Friday 23 October 2009

campaign branding: genre conventions


Genre conventions are a framework of elements that set a scene and provide an audience tools to help them imagine it and the wider story.  These conventions give a creator options and choices that make their story or game distinctive and help convey messages (thematic or otherwise) to the audience.

Aesthetic - The specific attributes of a story that helps define it.  The time, place, genre and basic premises of what is expected from the story.  Aesthetic conventions include oppressive regimes, armoured knights or isolated rustic colonies. These need to be outlined up front or the audience will be confused.

Ideological - A specific vision or sensory experience (a 'look' or 'feel') - if aesthetic is the substance, this is the style.  Here is the grit in your crime drama or the slick chrome in your science-fiction.  As over half of all communication is non-verbal, this is something ignored at your peril.

Rhetorical - Persuasive arguments employed by a story on it's audience.  The social implications of those arguments may compel (compare The Handmaid's Tale with Gattaca with Children of Men) an audience and contemporary issues can shape or alter the sensitivity of an audience to a story's rhetoric.
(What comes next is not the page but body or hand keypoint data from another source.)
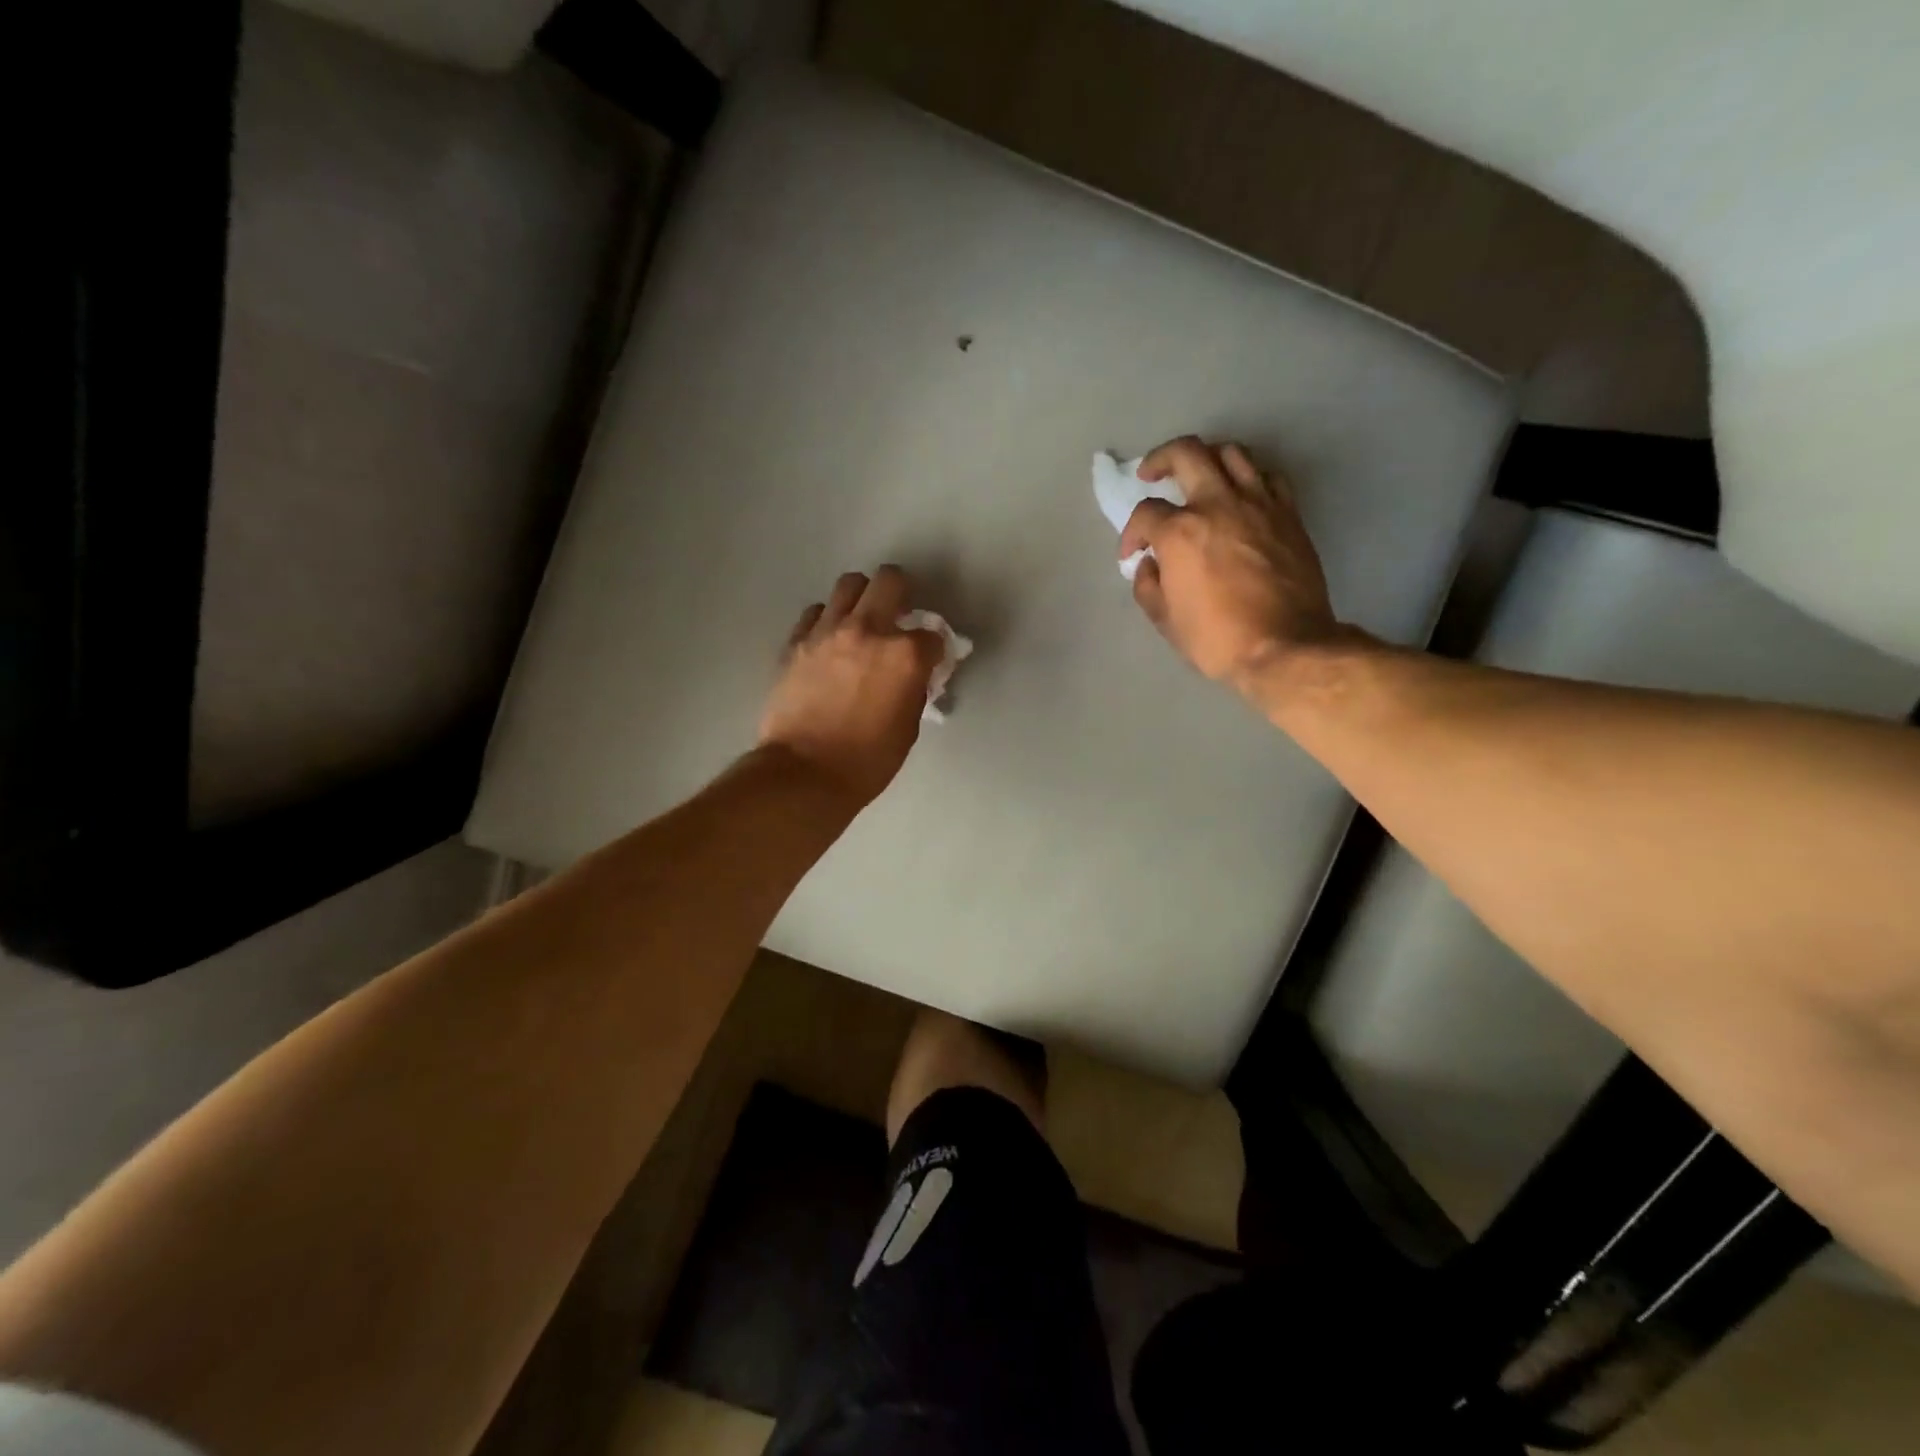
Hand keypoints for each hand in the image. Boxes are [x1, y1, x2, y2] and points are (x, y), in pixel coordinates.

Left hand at [759, 566, 944, 807]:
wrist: (804, 773)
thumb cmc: (867, 760)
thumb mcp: (908, 726)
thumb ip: (914, 688)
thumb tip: (914, 675)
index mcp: (905, 655)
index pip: (933, 634)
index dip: (934, 647)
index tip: (929, 660)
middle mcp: (868, 630)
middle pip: (890, 581)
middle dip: (901, 593)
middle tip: (899, 614)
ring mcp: (827, 631)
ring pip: (849, 585)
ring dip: (862, 597)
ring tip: (861, 621)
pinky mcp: (797, 641)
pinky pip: (816, 612)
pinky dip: (828, 619)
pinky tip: (830, 640)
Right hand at [1121, 436, 1338, 693]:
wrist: (1285, 646)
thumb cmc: (1217, 639)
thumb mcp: (1165, 620)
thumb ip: (1148, 585)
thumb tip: (1150, 564)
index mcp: (1180, 532)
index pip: (1145, 513)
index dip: (1131, 533)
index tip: (1132, 553)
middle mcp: (1218, 504)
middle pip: (1186, 453)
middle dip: (1160, 459)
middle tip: (1151, 474)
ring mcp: (1258, 504)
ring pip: (1231, 453)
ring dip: (1207, 458)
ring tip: (1199, 475)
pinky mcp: (1288, 513)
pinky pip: (1267, 476)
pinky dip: (1248, 477)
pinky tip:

Ritual - Behavioural actions associated with a particular genre, the traits characters display to comply with the above.  Action heroes are courageous, tough and rebel against authority.  Noir detectives are cynical romantics with internal monologues.  All of these (and more) are explored in one place

Aligning genre conventions can maximise story impact and speed setup.  The trick is to do it so the genre conventions are revealed in an original or innovative way.  Due to high exposure (how many TV shows and movies have you seen this year?) these are used and re-used to a point some call formulaic. 

Judicious blending or contrasting conventions can invigorate formulaic elements.  Robocop is cyberpunk but uses elements of the western and crime drama.  From Dusk Till Dawn is another example of blended genres.
Yet even blending can hit saturation.  The key then is to go back to the classics and work from there.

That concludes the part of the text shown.